But it had been so long. And oh, how she ached for him. For this. All the long, lonely days and nights seemed to disappear like smoke. All the agony, the pain and the terrible truth of what had happened to her seemed less bright, less vicious, when he kissed her like this.
As if he felt the same wild fire, the same mad connection.
As if he were as helpless to control it as she was.
As if he’d missed her, missed this, too.
It was that last thought that finally penetrated the fog and forced Lucy to take a step back. One hand flew to her mouth and she could only stare at him while her body objected to the space she’d put between them. Her breasts felt too heavy, too full. Her heart shuddered against her ribs. And low in her belly, she ached. Burned.
But he hadn’t missed her, had he. He had believed whatever poisonous things Safir had told him. He would have been content to stay away on his endless business trips forever—would have done so, in fact, had she not claimed she needed him here, that it was an emergency. He’d had no intention of ending these months of punishment. He’d had no intention of coming back at all.
“Do you think you can just kiss me and it will be as if none of this ever happened?” she asked. She wanted to sound tough, strong, but her voice was barely a whisper.
“There is no pretending it didn’t happen,” he said darkly. His gaze was trained on her mouth and she could not help the surge of heat within her. “But why not celebrate the one thing we ever did well? Surely we should take our compensations where we can. We have so little else.”
“We have nothing,” she said, surprised at her own voice. How clear it was. How little it shook. “You will leave tomorrow morning and who knows when you’ll be back. In six months? A year?” She tossed her head. “You can’t abandon me with so little regard for me and then expect me to fall into your bed at a moment’s notice!”
“Expect? No.” His fingers brushed her cheek, traced the shape of her mouth. “But why deny this passion when we are both in the same room?”
“Because it is the biggest lie of all!” Lucy cried. She jerked her head from his clever fingers and moved away from him, toward the door. “And it doesn’t matter, anyway. This time, I’m the one leaving, and I won’t be back at all. You can count on it.”
“Lucy …” He said her name but she didn’t know if it was to plead with her or to curse her.
Not that it made a difference, she told herself fiercely. She needed only to survive the night.

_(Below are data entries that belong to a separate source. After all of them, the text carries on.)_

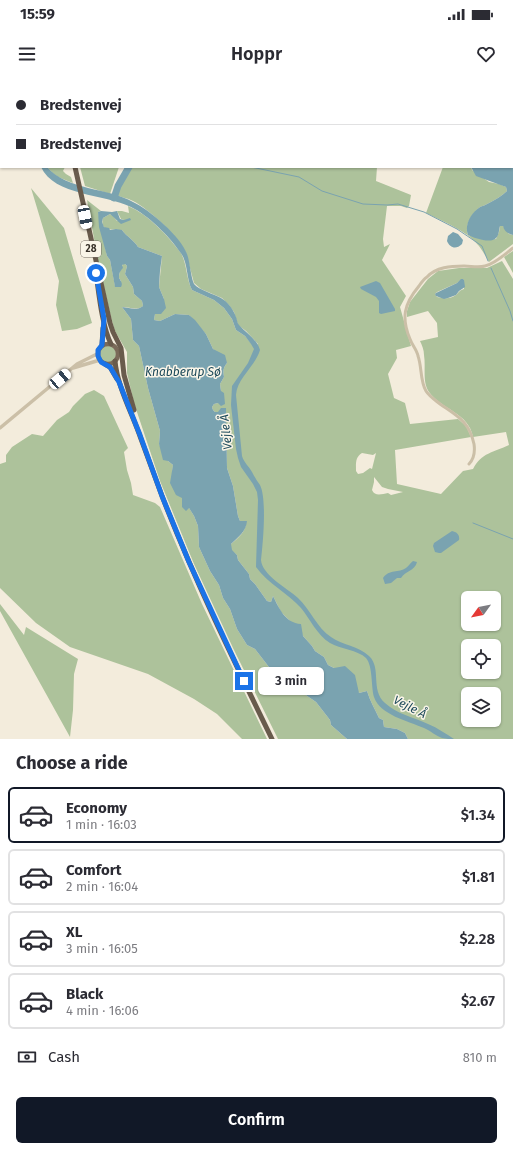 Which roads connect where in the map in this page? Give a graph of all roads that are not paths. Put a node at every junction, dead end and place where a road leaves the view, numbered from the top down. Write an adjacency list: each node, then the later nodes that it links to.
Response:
1 (75, 168): 2 (highway, 28)
2 (83, 203): 4 (highway, 28); 14 (highway, 28)
3 (513, 248): 15 (street)
4 (104, 319): 5 (highway, 28); 6 (highway, 28)
5 (111, 344): 6 (main road); 9 (main road, 28)
6 (102, 345): 7 (main road, 28)
7 (97, 354): 8 (main road, 28); 11 (street)
8 (100, 360): 10 (main road, 28); 11 (street)
9 (115, 361): 10 (main road); 12 (highway, 28)
10 (105, 364): 12 (highway, 28)
11 (72, 369): 13 (street)
12 (119, 382): 14 (highway, 28)
13 (0, 428)
14 (140, 435): 16 (highway, 28)
15 (469, 464)
16 (272, 739)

In the morning Rafi would be gone, she would be on a one-way flight back to reality and she would finally be able to breathe again.
She just had to make it through the night.
CHAPTER FIVE
WHEN Lucy woke the next morning, tucked away in one of the lesser bedrooms—behind a locked door to be safe as much from herself as from him—the world outside her window was pure white.
Snow fell inexorably from above, just as it must have been falling throughout the night because the usually breathtaking view was entirely obscured. She could not see six feet from her window, much less into the great valley below.
There was a terrible sinking sensation in her belly and a quick check of her messages confirmed her fears. Her car could not make it through the snow and all the flights had been canceled.
She wasn’t going anywhere. And neither was Rafi.
She dressed quickly and then made her way through the house. Even today, she was unable to walk through the grand halls without marveling at the Qaderis’ power, their grace and consequence. It was evident in the richly appointed rooms, the banquet halls, even the smallest vase upon an incidental table—everything was clearly precious. Ancient. Part of the great sweep of Alakkul’s history.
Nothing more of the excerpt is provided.